- Brief -
Go through the records below and copy out every line holding "lane".

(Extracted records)
☆ ☆ ☆
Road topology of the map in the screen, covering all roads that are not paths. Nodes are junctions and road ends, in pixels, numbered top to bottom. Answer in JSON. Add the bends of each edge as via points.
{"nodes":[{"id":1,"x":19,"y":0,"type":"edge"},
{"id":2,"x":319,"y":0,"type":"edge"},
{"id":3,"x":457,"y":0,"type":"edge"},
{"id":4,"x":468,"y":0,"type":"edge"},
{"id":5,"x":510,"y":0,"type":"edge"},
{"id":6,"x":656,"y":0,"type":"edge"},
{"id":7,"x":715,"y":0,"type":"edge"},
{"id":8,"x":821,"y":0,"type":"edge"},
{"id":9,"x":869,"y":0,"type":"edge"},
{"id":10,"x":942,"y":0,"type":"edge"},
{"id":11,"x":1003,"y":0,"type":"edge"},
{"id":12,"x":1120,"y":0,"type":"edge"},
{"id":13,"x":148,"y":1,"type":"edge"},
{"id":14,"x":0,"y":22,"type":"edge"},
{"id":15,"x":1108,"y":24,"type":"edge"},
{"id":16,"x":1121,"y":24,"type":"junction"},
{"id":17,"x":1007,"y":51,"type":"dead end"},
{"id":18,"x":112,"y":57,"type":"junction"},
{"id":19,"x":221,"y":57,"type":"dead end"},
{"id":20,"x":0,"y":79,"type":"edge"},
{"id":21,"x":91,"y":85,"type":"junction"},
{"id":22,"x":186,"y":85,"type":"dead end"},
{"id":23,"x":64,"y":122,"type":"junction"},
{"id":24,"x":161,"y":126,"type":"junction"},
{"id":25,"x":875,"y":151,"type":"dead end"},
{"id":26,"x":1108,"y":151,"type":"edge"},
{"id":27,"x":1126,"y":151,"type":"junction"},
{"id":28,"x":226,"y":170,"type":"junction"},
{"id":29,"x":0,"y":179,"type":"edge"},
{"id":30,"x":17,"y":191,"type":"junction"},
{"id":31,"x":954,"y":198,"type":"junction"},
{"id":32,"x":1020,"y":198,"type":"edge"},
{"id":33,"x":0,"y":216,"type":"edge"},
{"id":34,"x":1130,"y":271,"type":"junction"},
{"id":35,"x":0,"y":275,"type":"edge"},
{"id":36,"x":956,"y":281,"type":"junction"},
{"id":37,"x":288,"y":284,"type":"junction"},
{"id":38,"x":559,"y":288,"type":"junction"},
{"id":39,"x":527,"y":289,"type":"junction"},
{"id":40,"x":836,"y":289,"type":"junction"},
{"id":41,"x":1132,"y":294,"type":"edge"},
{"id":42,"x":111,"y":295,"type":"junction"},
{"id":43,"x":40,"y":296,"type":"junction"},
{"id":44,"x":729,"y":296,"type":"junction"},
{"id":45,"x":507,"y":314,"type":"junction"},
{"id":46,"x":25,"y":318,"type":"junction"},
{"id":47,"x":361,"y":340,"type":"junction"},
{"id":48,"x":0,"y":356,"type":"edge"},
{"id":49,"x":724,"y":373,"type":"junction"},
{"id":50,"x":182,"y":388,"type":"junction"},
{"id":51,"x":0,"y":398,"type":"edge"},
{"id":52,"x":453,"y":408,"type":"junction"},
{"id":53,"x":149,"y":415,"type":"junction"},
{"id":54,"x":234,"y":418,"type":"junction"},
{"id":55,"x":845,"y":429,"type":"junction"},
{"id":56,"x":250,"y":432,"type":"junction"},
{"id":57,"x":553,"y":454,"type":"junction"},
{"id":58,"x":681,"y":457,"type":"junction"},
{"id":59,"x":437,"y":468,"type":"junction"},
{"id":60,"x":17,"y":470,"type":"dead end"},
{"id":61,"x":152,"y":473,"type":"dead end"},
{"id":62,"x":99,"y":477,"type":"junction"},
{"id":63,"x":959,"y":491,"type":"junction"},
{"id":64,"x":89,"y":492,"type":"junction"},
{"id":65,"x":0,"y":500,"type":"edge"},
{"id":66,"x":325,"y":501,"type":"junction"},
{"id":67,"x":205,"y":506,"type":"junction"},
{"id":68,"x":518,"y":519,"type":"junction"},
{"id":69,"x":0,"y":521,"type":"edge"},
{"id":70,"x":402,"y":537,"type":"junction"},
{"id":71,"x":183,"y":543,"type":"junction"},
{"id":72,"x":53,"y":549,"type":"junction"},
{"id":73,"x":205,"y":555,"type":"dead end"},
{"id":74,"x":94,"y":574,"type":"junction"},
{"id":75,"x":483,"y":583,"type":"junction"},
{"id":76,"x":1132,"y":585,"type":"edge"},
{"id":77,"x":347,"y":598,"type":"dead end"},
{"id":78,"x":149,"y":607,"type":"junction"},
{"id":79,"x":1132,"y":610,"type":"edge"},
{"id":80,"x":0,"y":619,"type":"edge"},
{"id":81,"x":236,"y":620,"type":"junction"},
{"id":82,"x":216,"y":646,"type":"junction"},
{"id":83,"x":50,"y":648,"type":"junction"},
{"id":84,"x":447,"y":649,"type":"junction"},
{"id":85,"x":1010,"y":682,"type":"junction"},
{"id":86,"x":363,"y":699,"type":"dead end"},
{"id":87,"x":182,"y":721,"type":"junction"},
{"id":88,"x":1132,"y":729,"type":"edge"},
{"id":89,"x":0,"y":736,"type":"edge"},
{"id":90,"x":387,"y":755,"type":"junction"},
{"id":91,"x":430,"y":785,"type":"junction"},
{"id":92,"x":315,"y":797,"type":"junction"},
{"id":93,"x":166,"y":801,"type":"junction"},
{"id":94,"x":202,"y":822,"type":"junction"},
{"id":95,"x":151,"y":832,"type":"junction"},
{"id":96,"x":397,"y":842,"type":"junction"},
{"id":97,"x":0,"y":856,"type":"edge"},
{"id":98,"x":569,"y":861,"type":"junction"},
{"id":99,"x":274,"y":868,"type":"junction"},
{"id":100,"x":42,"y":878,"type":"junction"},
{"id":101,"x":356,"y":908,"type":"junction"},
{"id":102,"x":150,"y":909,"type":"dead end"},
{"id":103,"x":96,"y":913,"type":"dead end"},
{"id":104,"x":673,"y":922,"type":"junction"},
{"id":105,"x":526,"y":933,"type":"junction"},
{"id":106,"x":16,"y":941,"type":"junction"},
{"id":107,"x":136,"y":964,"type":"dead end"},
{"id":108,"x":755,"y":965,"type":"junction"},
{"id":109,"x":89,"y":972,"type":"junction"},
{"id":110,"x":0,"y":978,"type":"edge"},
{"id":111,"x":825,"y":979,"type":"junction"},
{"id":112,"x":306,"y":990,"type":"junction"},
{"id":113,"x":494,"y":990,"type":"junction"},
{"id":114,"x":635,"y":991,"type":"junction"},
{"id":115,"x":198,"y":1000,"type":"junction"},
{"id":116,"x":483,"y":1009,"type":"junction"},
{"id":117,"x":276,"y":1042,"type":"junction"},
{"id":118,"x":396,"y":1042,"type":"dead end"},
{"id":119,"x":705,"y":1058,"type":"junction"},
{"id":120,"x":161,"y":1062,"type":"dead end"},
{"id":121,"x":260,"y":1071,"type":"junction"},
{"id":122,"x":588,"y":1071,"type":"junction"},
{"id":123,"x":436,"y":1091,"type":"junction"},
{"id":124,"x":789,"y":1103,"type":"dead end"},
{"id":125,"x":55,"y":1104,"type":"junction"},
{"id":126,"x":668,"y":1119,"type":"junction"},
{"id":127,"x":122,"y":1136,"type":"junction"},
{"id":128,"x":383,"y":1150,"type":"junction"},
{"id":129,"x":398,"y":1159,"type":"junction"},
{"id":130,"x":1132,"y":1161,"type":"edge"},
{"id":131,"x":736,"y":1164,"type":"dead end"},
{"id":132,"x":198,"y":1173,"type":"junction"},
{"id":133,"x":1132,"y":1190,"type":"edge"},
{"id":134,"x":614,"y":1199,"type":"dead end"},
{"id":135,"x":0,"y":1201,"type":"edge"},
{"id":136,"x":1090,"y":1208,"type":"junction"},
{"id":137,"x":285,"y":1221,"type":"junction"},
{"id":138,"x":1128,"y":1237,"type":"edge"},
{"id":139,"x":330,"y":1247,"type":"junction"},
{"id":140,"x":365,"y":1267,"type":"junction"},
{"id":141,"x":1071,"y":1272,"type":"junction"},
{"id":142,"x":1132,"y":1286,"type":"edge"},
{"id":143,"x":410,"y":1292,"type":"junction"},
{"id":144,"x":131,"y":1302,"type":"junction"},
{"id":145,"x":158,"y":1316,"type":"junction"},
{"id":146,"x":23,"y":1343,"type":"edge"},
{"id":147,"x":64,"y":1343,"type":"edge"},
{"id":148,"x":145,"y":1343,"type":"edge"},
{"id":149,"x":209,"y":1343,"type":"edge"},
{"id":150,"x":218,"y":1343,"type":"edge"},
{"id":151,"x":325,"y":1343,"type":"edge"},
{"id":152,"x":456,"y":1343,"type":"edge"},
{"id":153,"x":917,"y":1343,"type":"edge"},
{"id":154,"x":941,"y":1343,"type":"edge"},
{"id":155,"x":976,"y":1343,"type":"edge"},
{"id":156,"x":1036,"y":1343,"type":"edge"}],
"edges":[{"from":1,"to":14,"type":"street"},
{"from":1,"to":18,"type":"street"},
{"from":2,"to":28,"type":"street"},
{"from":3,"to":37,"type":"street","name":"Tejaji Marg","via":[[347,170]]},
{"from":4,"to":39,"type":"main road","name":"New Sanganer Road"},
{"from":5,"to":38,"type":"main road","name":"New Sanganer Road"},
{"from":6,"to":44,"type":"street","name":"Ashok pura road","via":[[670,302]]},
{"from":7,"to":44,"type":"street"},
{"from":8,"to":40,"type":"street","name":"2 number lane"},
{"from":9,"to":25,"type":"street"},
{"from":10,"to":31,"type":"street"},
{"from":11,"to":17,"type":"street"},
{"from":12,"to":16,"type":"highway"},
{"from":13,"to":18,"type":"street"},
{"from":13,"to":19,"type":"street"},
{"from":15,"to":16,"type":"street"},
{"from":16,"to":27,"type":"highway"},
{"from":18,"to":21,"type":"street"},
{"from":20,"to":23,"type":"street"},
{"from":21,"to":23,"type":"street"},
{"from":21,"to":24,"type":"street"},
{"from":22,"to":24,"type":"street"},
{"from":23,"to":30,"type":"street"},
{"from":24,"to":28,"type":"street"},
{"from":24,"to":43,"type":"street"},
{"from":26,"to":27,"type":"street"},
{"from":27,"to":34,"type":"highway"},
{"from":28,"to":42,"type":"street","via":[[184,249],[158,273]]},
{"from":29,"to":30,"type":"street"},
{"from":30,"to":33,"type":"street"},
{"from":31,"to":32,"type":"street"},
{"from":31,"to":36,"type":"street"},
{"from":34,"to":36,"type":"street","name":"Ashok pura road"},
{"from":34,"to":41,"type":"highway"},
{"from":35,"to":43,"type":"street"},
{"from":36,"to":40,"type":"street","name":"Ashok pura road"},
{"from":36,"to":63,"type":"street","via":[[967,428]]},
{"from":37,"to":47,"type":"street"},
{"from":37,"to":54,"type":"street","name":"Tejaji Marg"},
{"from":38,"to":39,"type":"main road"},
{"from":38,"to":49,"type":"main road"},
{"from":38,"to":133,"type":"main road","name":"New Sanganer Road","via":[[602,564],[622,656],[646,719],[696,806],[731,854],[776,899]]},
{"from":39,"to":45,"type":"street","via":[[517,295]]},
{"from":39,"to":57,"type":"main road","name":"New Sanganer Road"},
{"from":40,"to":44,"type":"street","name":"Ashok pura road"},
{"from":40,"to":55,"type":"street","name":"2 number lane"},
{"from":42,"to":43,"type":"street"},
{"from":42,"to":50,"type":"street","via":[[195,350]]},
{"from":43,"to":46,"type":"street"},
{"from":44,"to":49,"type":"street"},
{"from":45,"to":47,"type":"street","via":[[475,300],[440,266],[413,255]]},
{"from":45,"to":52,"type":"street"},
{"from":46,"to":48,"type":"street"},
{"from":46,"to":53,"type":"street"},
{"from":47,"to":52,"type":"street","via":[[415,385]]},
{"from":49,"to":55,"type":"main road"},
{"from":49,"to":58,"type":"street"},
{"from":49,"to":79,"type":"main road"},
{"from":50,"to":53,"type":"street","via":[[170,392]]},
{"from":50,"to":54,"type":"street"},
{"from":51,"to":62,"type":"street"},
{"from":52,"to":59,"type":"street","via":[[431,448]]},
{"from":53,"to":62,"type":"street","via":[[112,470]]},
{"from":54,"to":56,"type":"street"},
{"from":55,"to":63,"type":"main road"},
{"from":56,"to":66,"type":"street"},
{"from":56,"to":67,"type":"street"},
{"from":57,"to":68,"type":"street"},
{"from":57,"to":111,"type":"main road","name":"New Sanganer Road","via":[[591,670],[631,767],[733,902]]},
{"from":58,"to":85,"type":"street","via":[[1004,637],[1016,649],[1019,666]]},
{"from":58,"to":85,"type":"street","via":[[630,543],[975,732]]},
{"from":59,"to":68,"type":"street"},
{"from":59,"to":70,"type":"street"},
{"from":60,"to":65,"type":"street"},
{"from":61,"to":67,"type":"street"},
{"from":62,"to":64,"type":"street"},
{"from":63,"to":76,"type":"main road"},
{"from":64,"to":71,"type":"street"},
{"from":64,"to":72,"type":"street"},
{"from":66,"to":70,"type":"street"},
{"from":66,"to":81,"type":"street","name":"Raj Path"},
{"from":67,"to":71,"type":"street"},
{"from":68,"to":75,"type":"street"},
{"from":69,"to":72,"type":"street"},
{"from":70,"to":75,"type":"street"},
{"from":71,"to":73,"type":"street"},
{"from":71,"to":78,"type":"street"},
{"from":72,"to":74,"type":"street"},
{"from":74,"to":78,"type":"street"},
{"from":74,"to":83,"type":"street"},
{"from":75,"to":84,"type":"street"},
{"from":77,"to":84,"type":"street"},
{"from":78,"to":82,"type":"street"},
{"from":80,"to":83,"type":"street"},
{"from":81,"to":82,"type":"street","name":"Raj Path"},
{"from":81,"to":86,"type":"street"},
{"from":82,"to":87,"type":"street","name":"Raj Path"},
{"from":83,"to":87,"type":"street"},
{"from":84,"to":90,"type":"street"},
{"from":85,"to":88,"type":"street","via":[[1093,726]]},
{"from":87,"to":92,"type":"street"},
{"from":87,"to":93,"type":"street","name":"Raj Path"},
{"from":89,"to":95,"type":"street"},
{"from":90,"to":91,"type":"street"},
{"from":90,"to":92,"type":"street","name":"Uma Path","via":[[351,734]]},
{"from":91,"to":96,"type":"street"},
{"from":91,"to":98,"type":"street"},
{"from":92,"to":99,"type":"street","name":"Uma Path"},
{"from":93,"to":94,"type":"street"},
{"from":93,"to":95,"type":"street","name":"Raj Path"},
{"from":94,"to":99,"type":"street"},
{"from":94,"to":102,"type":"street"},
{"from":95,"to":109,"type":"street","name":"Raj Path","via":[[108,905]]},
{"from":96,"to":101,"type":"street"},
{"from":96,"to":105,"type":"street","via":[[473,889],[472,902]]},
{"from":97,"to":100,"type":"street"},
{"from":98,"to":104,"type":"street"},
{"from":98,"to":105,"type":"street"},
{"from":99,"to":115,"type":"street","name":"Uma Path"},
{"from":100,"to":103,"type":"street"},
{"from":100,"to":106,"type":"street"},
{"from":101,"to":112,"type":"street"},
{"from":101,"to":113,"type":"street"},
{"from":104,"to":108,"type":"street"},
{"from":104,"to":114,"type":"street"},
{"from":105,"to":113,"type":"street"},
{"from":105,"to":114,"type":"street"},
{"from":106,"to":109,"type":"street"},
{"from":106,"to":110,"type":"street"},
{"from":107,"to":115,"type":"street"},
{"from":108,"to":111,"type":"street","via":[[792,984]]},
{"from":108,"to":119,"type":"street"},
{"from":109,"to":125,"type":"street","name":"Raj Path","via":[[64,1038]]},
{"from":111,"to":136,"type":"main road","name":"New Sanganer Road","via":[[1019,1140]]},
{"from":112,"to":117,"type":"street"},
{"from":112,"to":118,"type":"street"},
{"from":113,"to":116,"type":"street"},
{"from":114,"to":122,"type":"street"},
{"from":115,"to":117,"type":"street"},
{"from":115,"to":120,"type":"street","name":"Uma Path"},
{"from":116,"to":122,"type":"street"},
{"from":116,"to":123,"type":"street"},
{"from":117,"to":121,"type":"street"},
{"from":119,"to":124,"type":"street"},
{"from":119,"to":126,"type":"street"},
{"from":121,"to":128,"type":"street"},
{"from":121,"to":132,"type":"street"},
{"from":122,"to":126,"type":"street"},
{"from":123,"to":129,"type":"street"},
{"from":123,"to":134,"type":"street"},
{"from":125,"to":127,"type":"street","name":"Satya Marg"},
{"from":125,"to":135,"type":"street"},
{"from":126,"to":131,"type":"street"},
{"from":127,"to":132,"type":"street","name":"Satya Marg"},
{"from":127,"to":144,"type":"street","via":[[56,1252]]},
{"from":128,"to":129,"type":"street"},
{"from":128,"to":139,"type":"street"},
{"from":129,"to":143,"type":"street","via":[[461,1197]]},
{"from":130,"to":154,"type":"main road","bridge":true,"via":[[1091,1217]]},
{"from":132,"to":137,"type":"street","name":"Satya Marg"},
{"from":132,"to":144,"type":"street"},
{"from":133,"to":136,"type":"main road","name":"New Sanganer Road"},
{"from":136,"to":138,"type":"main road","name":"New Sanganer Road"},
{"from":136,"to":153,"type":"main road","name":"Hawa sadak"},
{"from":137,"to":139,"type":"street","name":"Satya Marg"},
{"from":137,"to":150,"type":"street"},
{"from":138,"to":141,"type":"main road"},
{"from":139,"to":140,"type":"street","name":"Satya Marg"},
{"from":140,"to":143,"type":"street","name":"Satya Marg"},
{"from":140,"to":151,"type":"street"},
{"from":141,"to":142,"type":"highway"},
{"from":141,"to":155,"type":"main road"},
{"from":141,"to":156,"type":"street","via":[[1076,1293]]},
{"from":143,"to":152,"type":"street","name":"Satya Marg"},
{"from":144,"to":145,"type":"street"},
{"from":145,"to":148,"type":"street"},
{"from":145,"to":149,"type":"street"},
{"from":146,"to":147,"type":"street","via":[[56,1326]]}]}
☆ ☆ ☆
- Result for this task -
{"from":8,"to":40,"type":"street","name":"2 number lane"},
{"from":40,"to":55,"type":"street","name":"2 number lane"},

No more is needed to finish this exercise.